# the aftermath of acrylics



## kimmy (Aug 3, 2008)

so i've had acrylics for about six months and just got them taken off yesterday because before long (hopefully within the next six months) my job won't allow acrylics, dyed hair or makeup (gasp! how will i liiiive?!) so i figured i ought to just take them off now so they can have time to grow out and strengthen up a bit. is there anything i can do to speed up the process of them growing? i know biotin and calcium supplements, but anything else?


----------



## meanjeanster (Aug 3, 2008)

IDK how strong your natural nails are but it does take time to allow them to recover from acrylics.  For me, having weak nails, I kept them short and neat and put nail strengthener for OPI on it every day and then I started to let them grow out.  It took about a week or more for them to start to be stronger because acrylics really weaken your nails. 

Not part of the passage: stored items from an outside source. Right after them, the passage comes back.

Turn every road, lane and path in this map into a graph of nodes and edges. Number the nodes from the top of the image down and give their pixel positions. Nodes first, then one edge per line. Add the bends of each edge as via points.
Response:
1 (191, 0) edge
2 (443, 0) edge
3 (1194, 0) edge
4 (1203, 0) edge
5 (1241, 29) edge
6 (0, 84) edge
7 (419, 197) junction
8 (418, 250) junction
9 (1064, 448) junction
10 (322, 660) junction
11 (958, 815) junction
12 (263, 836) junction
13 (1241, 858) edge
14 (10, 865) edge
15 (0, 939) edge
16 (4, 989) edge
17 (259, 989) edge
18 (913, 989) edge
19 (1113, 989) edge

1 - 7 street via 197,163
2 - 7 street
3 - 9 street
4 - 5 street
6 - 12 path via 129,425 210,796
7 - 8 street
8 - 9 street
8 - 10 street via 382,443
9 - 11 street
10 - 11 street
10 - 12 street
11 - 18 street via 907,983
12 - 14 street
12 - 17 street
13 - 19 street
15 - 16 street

 I hope this helps!!  Good luck=
	

	
	
		
		

		
			





P.S. why can't you wear makeup or have dyed hair?


----------



## kimmy (Aug 3, 2008)

i'll check out that opi stuff!
 Quote:

   Originally Posted by *meanjeanster* 

 
_P.S. why can't you wear makeup or have dyed hair?_

 
i'm not really sure. i was real bummed when my little buddy told me she had to dye her hair back to it's natural colour and couldn't even wear foundation or fill in her eyebrows, though. i'm like the creature from the black lagoon without makeup/hair/nail upgrades.


----------



## cre8_yourself (Aug 3, 2008)

I went through the same thing when I had crystal put on my nails back in hs.. when I took them off I could practically push down on my nail bed and almost tear it and reveal the underneath (eww gross i know) I vowed to let my nails grow out and not ever torture them again lol.. even tho acrylic is pretty haha..  but I used  Nail Life and my nails grew so strong.. and it helps ur nails grow faster.. additionally use Gelous Advanced Nail Gel Coat.  you can get both from Sally's Beauty Supply... I highly recommend.  I went to get a pedi and the nail technicians LOVVED my fingernails lol.. I always get comps  on them.. good luck!


----------



## MiCHiE (Aug 3, 2008)

Try Nailtiques Formula 2 Plus (Walgreens) or Seché Plus (Sally Beauty Supply).


----------



## NicksWifey (Aug 3, 2008)

My nails always take about 6-8 weeks before they look decent again. I'm always left with those "half moon" shapes in my nail beds, know what I mean?
Anyway, after I get them removed, I usually let the nail techs give me a manicure. I always get them cut down as short as they will go because even though my natural nails may be pretty long when the acrylics or gels come off, they break so easily. They usually put some kind of OPI nail stuff on it too, I guess it's like the strengthener like another posted said. It really does help and I put that stuff on just about everyday and lots of clear nail polish. I eat a lot of Jell-O during this period too, since something in it helps with nail growth.


----------



## pink_lily002 (Aug 3, 2008)

When I got my acrylics taken off, I skipped the pro manicure and decided to do it myself at home.  I stopped at Target and got the OPI Natural Nail Strengthener.  While my nails were really weak for quite some time, I put on a coat of the OPI stuff every few days and my nails were much stronger.  Even now, I still put a coat on at least twice a week, since my nails have always been pretty crappy, and they're much, much stronger than in the past.  Definitely what I recommend!


----------



## meanjeanster (Aug 4, 2008)

Quote:

   Originally Posted by *pink_lily002* 

 
_When I got my acrylics taken off, I skipped the pro manicure and decided to do it myself at home.  I stopped at Target and got the OPI Natural Nail Strengthener.  While my nails were really weak for quite some time, I put on a coat of the OPI stuff every few days and my nails were much stronger.  Even now, I still put a coat on at least twice a week, since my nails have always been pretty crappy, and they're much, much stronger than in the past.  Definitely what I recommend!_

 
^^ I agree!!  I've used the store brand nail strengtheners and though they work fine, the OPI natural nail strengthener works best at least for me, for after acrylic damage repair.  It keeps your nails strong and looking good.


----------